No problem. BTW, I just checked OWC's 3.5" enclosures. IMHO they're mostly inferiour to the sarotech one I linked to - only the MacAlly aluminum thing comes close, but it's got no integrated power supply, while the sarotech does (less clutter -> big plus in my book).

I used to have one of those clear plastic enclosures, just like most at OWC are. While performance was alright, heat dissipation wasn't (neither these nor sarotech use a fan, but heat dissipation of aluminum enclosure is much better of course - and cool drives live longer)

These dual-drive ones make a better impression, but I've got no personal experience with them. Dunno if their fan is loud.

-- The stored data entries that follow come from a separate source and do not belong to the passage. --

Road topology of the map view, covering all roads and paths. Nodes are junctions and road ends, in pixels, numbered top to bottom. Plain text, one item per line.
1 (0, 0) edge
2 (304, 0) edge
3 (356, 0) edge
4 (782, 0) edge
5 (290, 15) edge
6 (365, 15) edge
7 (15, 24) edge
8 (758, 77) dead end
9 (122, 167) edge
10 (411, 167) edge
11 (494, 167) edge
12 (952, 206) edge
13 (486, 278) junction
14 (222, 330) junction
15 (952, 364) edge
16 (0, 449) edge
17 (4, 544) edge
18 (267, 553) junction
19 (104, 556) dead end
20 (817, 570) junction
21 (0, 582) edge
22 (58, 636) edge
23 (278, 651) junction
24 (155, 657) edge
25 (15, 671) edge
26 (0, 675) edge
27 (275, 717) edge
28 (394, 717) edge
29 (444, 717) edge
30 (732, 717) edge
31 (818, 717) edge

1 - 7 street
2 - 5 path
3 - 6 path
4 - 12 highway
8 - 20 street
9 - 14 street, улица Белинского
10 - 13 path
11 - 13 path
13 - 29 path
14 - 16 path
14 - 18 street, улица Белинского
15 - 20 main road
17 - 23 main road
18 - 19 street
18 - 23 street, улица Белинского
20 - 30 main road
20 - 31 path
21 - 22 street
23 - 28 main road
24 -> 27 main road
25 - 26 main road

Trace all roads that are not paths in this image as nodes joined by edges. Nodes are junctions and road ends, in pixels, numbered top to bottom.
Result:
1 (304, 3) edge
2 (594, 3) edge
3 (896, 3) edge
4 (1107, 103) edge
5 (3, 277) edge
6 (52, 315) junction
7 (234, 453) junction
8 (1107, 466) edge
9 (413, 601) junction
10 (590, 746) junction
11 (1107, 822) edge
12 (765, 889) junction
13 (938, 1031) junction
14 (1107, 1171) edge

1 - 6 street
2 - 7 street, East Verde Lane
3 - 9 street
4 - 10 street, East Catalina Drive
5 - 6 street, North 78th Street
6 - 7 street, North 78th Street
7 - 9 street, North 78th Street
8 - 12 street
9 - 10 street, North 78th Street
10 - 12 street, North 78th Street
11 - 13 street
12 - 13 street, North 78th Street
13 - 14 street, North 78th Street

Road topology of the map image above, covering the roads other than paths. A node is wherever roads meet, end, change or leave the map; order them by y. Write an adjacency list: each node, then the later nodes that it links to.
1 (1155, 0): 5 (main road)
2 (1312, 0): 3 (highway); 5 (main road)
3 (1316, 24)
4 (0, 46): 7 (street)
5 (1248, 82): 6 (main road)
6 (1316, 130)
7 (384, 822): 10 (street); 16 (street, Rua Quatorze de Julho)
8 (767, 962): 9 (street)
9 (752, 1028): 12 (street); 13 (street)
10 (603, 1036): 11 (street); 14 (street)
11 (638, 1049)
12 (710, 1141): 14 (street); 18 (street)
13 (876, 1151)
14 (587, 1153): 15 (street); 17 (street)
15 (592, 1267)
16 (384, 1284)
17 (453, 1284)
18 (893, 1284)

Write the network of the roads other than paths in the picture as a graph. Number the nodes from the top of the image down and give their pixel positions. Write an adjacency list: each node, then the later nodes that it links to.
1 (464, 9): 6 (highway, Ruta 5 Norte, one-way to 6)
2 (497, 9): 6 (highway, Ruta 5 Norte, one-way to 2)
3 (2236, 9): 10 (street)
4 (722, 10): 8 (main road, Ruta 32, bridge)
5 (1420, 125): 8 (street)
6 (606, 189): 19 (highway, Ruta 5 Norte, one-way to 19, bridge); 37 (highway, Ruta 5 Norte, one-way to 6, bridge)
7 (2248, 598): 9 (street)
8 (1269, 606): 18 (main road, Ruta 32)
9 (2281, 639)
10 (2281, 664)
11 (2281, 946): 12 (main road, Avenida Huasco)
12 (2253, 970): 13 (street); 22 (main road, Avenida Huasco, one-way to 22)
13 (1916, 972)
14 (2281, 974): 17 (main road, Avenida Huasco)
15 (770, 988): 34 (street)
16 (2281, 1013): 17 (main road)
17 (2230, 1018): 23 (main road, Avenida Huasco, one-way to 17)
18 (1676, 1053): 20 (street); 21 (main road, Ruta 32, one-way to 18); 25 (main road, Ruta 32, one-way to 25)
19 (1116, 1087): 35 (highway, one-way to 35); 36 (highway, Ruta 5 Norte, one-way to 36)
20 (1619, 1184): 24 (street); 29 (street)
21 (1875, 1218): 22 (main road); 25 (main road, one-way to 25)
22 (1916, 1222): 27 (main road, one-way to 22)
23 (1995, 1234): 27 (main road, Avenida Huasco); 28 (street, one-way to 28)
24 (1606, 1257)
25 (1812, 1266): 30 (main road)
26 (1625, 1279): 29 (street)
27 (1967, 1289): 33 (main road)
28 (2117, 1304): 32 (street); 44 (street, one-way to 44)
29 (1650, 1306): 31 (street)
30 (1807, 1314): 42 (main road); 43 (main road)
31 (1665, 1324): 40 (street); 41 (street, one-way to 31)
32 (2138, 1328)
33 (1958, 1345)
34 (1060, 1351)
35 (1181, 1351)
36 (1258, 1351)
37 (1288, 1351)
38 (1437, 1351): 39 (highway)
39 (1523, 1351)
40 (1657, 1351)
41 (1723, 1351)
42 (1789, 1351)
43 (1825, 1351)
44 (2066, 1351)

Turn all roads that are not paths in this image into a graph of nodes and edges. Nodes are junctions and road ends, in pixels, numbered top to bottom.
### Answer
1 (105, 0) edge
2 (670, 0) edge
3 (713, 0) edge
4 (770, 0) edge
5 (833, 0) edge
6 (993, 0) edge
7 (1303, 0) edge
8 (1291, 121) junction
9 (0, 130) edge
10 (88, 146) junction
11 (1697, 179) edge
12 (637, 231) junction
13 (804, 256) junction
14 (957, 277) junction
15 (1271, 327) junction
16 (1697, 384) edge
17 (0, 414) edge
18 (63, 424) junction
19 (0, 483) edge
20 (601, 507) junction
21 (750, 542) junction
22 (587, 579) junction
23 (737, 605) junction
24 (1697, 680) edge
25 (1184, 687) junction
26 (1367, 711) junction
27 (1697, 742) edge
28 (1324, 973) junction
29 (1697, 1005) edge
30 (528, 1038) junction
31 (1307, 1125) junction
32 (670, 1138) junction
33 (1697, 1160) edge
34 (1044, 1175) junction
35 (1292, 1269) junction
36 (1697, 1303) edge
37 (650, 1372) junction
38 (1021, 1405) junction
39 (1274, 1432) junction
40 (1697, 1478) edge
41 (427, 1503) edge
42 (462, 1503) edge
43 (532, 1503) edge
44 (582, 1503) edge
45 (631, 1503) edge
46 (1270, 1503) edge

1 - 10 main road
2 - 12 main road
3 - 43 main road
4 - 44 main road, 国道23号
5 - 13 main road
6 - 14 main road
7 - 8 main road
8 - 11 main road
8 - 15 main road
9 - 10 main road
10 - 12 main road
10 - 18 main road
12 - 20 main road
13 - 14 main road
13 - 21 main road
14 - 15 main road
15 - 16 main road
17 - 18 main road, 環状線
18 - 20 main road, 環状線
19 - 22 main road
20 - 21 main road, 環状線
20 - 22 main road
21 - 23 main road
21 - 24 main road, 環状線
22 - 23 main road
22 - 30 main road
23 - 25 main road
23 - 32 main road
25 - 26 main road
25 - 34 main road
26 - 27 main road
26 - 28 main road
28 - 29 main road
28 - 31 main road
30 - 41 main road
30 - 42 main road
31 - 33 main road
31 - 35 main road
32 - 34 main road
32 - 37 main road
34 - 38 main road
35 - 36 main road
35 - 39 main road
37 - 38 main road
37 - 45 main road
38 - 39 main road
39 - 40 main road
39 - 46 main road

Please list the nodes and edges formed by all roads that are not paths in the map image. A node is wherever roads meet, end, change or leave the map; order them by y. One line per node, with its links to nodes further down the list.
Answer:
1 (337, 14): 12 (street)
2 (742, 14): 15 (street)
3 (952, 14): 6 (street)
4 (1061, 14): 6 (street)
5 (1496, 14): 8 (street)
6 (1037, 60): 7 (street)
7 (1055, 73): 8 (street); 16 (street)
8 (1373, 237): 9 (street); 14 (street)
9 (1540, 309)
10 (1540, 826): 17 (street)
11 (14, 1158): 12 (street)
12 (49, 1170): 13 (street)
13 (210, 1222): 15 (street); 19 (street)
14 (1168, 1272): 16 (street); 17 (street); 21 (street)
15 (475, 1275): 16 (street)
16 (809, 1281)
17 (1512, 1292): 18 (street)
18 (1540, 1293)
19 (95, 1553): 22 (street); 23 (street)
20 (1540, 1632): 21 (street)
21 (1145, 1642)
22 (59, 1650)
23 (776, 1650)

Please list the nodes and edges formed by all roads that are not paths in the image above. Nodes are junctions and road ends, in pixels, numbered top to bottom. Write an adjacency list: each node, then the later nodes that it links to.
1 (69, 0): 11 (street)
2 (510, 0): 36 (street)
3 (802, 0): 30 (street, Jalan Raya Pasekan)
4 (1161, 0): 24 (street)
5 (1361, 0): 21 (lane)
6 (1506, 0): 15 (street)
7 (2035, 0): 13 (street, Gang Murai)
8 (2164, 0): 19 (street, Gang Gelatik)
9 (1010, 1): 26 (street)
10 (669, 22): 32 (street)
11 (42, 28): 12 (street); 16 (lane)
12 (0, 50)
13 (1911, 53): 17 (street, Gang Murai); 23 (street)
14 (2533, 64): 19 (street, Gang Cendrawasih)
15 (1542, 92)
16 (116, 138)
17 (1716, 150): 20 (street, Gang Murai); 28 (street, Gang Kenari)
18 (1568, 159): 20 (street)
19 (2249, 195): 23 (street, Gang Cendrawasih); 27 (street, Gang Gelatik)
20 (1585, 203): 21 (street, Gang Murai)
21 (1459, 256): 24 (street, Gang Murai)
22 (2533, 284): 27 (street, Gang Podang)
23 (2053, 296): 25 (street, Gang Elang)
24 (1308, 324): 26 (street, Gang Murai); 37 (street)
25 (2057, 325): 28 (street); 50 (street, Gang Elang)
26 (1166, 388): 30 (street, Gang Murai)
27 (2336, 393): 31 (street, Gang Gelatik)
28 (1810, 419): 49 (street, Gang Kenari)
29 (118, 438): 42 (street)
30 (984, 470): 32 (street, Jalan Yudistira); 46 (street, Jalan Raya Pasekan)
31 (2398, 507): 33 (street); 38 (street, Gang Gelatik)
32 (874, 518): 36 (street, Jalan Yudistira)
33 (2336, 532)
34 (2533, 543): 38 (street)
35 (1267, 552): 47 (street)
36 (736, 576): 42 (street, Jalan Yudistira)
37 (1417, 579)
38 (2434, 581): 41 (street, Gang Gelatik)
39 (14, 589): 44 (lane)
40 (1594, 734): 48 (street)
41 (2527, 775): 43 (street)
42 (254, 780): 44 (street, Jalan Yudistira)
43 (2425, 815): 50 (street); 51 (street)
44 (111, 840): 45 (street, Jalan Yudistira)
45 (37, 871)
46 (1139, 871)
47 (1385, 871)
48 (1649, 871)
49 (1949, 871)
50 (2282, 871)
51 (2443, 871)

For your viewing pleasure, here are my benchmarks using the sarotech enclosure with a Hitachi 400 GB drive:
FW800
FW400
USB2

Sep 5, 2006 11:30 AM in response to boli

I have one of OWC's FW800 dual-drive RAIDs. The fan on them is very quiet - the fans from my Quad make more noise, even at their lowest speed.

OWC also sells single-drive aluminum enclosures. There's no fan in them, but the aluminum case should dissipate heat reasonable well. Certainly better than their plastic enclosures when it comes to heat.

Sep 8, 2006 9:13 AM in response to Lawrence Borreson

I bought it with the two drives installed (2 x 250GB). I believe they are Hitachi drives, but I can't tell for sure; as the case uses a hardware RAID, the individual drives don't show up in Disk Utility or anything else.

Anyway, it's a RAID 0 in hardware. I use it as a video media drive, so the speed is more important than redundancy. It's capable of transfer rates in the 70+MB/sec range.